Source code for pyiqa.archs.qalign_arch

r"""Q-Align: All-in-one Foundation Model for visual scoring.

Reference:
@article{wu2023qalign,
  title={Q-Align: Teaching LMMs for Visual Scoring via Discrete Text-Defined Levels},
  author={Wu, Haoning and Zhang, Zicheng and Zhang, Weixia and Chen, Chaofeng and Li, Chunyi and Liao, Liang and Wang, Annan and Zhang, Erli and Sun, Wenxiu and Yan, Qiong and Min, Xiongkuo and Zhai, Guangtai and Lin, Weisi},
  journal={arXiv preprint arXiv:2312.17090},
  year={2023},
  institution={Nanyang Technological University and Shanghai Jiao Tong University and Sensetime Research},
  note={Equal Contribution by Wu, Haoning and Zhang, Zicheng. Project Lead by Wu, Haoning.

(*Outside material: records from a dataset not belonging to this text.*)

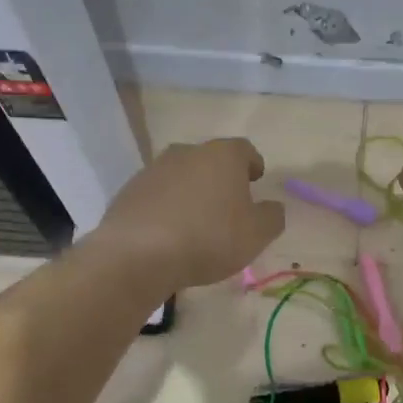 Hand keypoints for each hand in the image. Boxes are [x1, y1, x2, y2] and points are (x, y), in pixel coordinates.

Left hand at [93, 138, 285, 291]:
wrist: (138, 254)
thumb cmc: (209, 238)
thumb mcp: (256, 234)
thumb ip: (272, 217)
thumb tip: (272, 207)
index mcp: (223, 156)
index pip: (244, 149)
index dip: (252, 164)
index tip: (256, 179)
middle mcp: (187, 152)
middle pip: (210, 160)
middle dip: (220, 178)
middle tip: (228, 204)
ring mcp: (154, 169)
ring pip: (181, 176)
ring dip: (191, 192)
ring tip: (197, 221)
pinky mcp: (129, 190)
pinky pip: (157, 195)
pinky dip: (166, 207)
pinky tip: (169, 233) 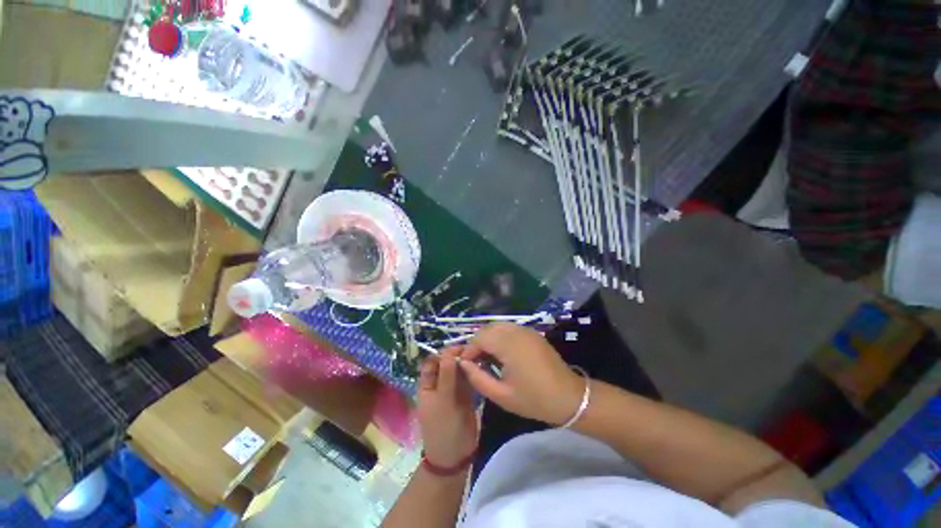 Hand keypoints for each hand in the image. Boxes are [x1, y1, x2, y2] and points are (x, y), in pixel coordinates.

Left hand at [417, 347, 478, 468]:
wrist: (455, 456)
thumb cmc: (443, 427)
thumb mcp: (443, 400)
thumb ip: (447, 375)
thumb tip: (449, 351)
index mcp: (427, 385)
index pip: (432, 362)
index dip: (442, 353)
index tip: (457, 348)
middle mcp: (439, 384)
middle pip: (446, 364)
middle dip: (456, 356)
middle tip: (472, 349)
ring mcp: (453, 390)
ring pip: (458, 371)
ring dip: (466, 363)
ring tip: (479, 353)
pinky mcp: (466, 395)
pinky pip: (468, 379)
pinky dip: (473, 372)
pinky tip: (482, 364)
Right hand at [459, 323, 584, 425]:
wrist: (569, 397)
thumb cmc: (534, 399)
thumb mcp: (502, 395)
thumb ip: (478, 378)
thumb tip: (463, 364)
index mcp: (509, 345)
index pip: (480, 337)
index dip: (469, 349)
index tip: (465, 364)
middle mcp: (517, 332)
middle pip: (487, 328)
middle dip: (477, 342)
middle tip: (475, 361)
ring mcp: (526, 330)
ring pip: (498, 326)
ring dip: (488, 338)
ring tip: (486, 357)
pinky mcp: (532, 332)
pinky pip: (509, 328)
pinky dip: (499, 336)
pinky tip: (501, 352) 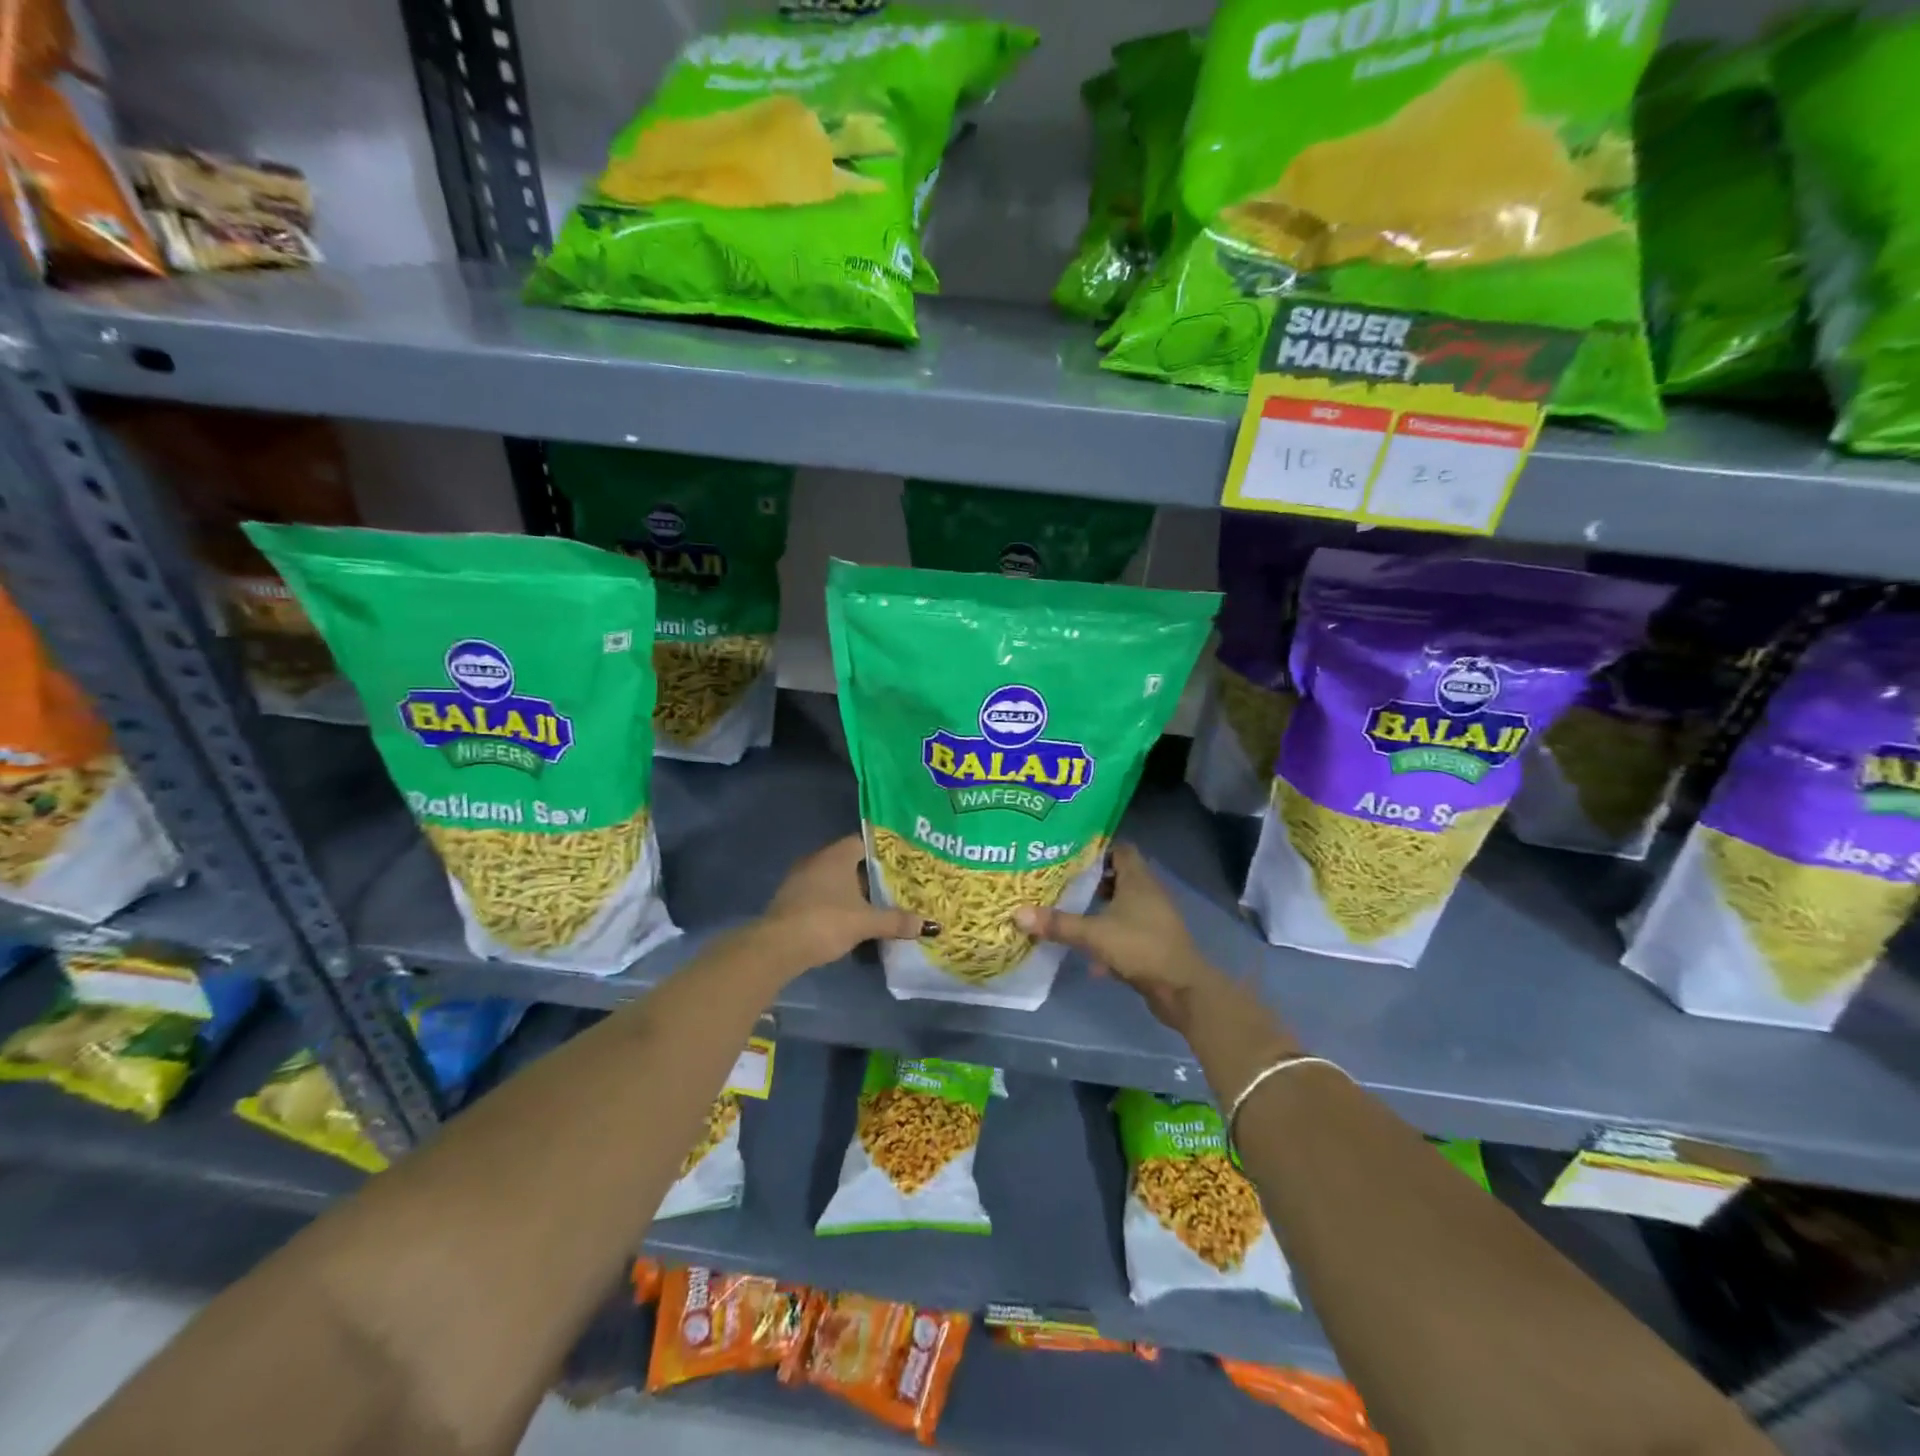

Corresponding Authors: Zhai, Guangtai and Lin, Weisi.}
}

Reference url: https://github.com/Q-Future/Q-Align
"""

import torch
from torch import nn
import warnings
from PIL import Image
import torchvision.transforms.functional as F
from transformers import BitsAndBytesConfig, CLIPImageProcessor

from .constants import OPENAI_CLIP_MEAN
from .q_align.modeling_mplug_owl2 import MPLUGOwl2LlamaForCausalLM
from pyiqa.utils.registry import ARCH_REGISTRY



[docs]
def expand2square(pil_img):
    """Pad image to square canvas using CLIP-mean background.

    Args:
        pil_img (PIL.Image.Image): Input image.

    Returns:
        PIL.Image.Image: Square padded image.
    """
    background_color = tuple(int(x * 255) for x in OPENAI_CLIP_MEAN)
    width, height = pil_img.size
    maxwh = max(width, height)
    result = Image.new(pil_img.mode, (maxwh, maxwh), background_color)
    result.paste(pil_img, ((maxwh - width) // 2, (maxwh - height) // 2))
    return result



@ARCH_REGISTRY.register()

[docs]
class QAlign(nn.Module):
    """Q-Align multimodal visual scoring model.

    Args:
        dtype (str): Inference precision mode. Supported values are
            ``'fp16'``, ``'4bit'``, and ``'8bit'``.

    Notes:
        The current preprocessing path supports batch size ``1``.
    """

    def __init__(self, dtype='fp16') -> None:
        super().__init__()

        self.dtype = dtype
        self.model_dtype = self._get_model_dtype(dtype)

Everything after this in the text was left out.